— Data shown —
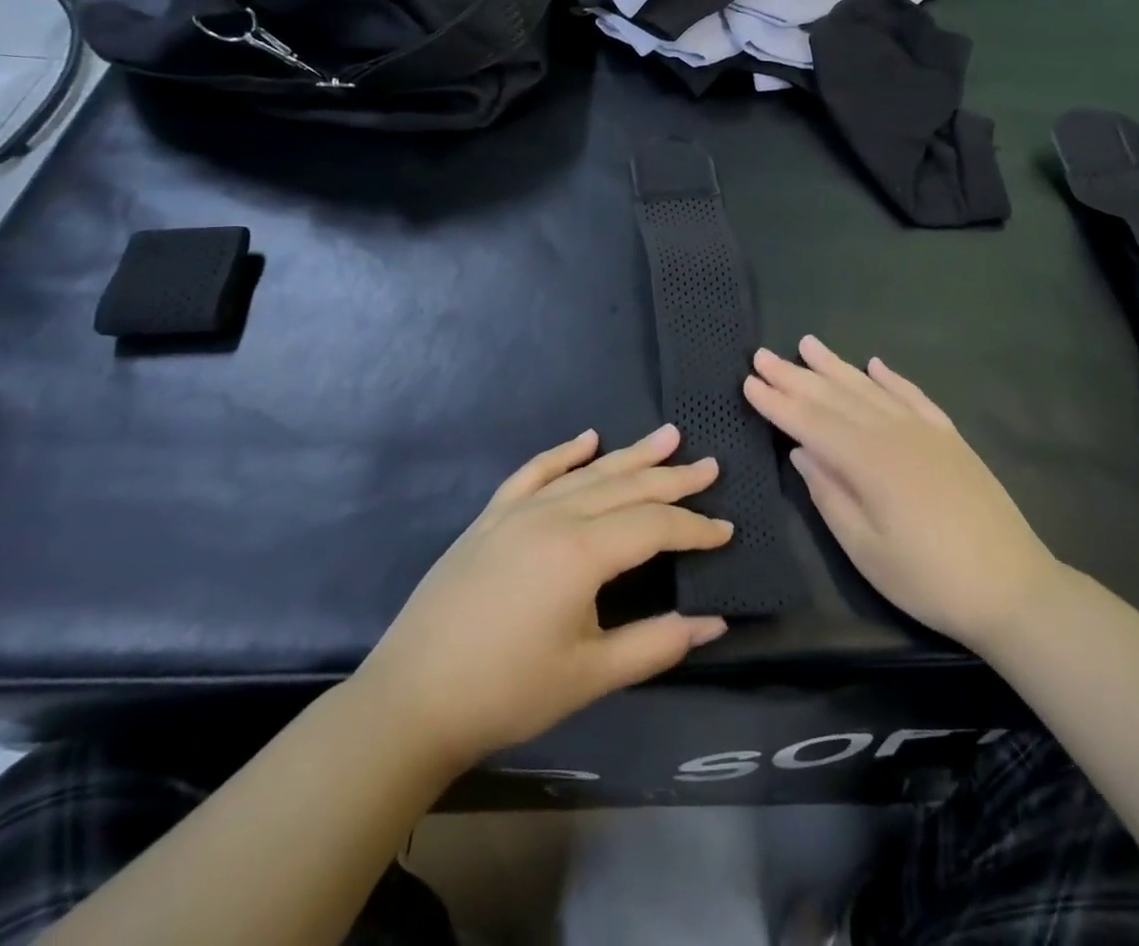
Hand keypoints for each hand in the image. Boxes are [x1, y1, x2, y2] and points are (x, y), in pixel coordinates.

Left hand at [354, 425, 732, 770]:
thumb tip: (714, 621)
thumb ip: (657, 643)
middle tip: (710, 465)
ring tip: (667, 436)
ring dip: (631, 455)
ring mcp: (519, 511)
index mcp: (582, 552)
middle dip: (673, 479)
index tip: (727, 530)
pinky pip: (534, 472)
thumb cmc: (507, 691)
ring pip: (588, 473)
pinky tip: (587, 439)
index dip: (695, 528)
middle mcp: (555, 516)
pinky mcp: (491, 517)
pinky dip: (564, 453)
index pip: (655, 526)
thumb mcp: (591, 676)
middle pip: (627, 487)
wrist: (411, 700)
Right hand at [744, 336, 1059, 652]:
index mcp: (868, 461)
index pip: (811, 423)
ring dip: (836, 366)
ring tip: (807, 344)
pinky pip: (914, 397)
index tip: (748, 381)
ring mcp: (925, 431)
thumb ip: (829, 495)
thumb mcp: (866, 549)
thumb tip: (800, 452)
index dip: (777, 403)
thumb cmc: (929, 579)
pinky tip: (875, 364)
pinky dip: (891, 378)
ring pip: (870, 389)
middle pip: (836, 397)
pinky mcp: (950, 438)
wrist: (1013, 587)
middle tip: (763, 355)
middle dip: (796, 376)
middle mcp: (894, 433)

— What is expected —
With the entries above as the source, set down exactly the lines from the one holding "thumb cmc: (929, 579)" through the last line, both ends included.

— Output —
thumb cmc: (929, 579)
pinky tip: (875, 364)
pinky dip: (891, 378)
ring pip: (870, 389)
middle pip: (836, 397)
pinky mcp: (950, 438)
wrist: (1013, 587)
middle tip: (763, 355)
middle dip: (796, 376)
middle mcp: (894, 433)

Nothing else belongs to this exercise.